Note de l'auteure : Voilà enfin la fin de ma mini-fic ^^ J'ai été vraiment très contente, et je le suis encore d'ailleurs ^^, que celle-ci vous plaise autant ! Je ne m'y attendais pas ^^ En tout cas, j'espère que la fin vous plaira autant... Ensuite, j'ai deux OS de noël en cours d'écriture, mais je bloque un peu, donc il est fort possible que je ne les poste pas pour noël é_è désolééééééééééééée surtout qu'il va falloir que je choisisse entre les deux . Bref ! Bonne lecture et JOYEUX NOWEEEEEEEEEEEEEEEEEEEEL !
…Le 9 novembre 2009, neuf heures du matin…
(POV Uruha)
J'arrivais enfin à la PS. J'étais encore en retard et j'allais encore avoir droit au petit sermon de Kai. Mais celui-ci faisait toujours semblant d'être en colère. Le batteur, et leader, était quelqu'un de bien trop gentil pour se mettre réellement en rogne.

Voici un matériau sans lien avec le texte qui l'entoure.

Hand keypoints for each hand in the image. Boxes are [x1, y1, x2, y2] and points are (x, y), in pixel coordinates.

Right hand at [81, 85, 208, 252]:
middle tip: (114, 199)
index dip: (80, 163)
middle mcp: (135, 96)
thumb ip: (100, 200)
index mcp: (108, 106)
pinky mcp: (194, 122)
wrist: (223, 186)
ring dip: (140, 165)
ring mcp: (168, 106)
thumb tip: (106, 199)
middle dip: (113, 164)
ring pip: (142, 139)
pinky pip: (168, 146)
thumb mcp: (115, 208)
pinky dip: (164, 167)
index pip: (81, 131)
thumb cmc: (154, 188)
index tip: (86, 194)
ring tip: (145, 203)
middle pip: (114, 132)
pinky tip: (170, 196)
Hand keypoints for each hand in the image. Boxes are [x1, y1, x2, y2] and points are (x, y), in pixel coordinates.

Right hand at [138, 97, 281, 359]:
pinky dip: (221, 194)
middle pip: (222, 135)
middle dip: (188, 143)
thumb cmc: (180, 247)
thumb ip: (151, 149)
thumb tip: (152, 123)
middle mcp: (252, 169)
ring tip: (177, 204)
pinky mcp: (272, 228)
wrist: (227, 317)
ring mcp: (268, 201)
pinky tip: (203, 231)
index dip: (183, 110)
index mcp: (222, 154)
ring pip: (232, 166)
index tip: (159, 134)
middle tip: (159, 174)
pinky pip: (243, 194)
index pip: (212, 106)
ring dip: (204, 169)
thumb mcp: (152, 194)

Quoique ça lui était déjà arrivé plusieurs fois… Mais jamais très longtemps. Tant est il que je rentrais enfin dans le studio et me figeais de surprise. Ah bah, si je m'attendais à ça !
- Salut Ruwa !, s'exclama joyeusement Reita.
- Euh... Bonjour tout le monde…
- Eh bah ! T'en fais une tête qu'est-ce qui t'arrives ?, me demanda Ruki.
- Bah… Il est pas arrivé ?!
- J'ai toujours admiré ton sens de l'observation mon cher Uruha…, me taquina Reita.
- Ah ah très drôle Rei ! Nan mais sans déconner c'est la première fois qu'il est en retard !
- Bah tu sais il est humain après tout !
- Hmm hmm…
Je m'asseyais sur le canapé, à côté de la marmotte de service en ce moment. Faudrait vraiment qu'il songe à se reposer celui-là. Mais bon, je n'allais pas me plaindre, le voir dormir était toujours un spectacle attendrissant… et dont je ne me lassais pas. Il était vraiment trop mignon dans les bras de Morphée. Je finissais par sortir de ma contemplation et remarquais deux paires d'yeux moqueurs.
- Quoi ?
- Rien rien…, firent-ils tous les deux en même temps.
- … Vous êtes trop synchro pour être honnête…
- Hein ? Mais non pas du tout ! Pas vrai Reita ?
- Mais tout à fait mon chère Ruki !
- Vous avez fini de vous foutre de ma gueule oui ?! Et parlez doucement vous allez le réveiller…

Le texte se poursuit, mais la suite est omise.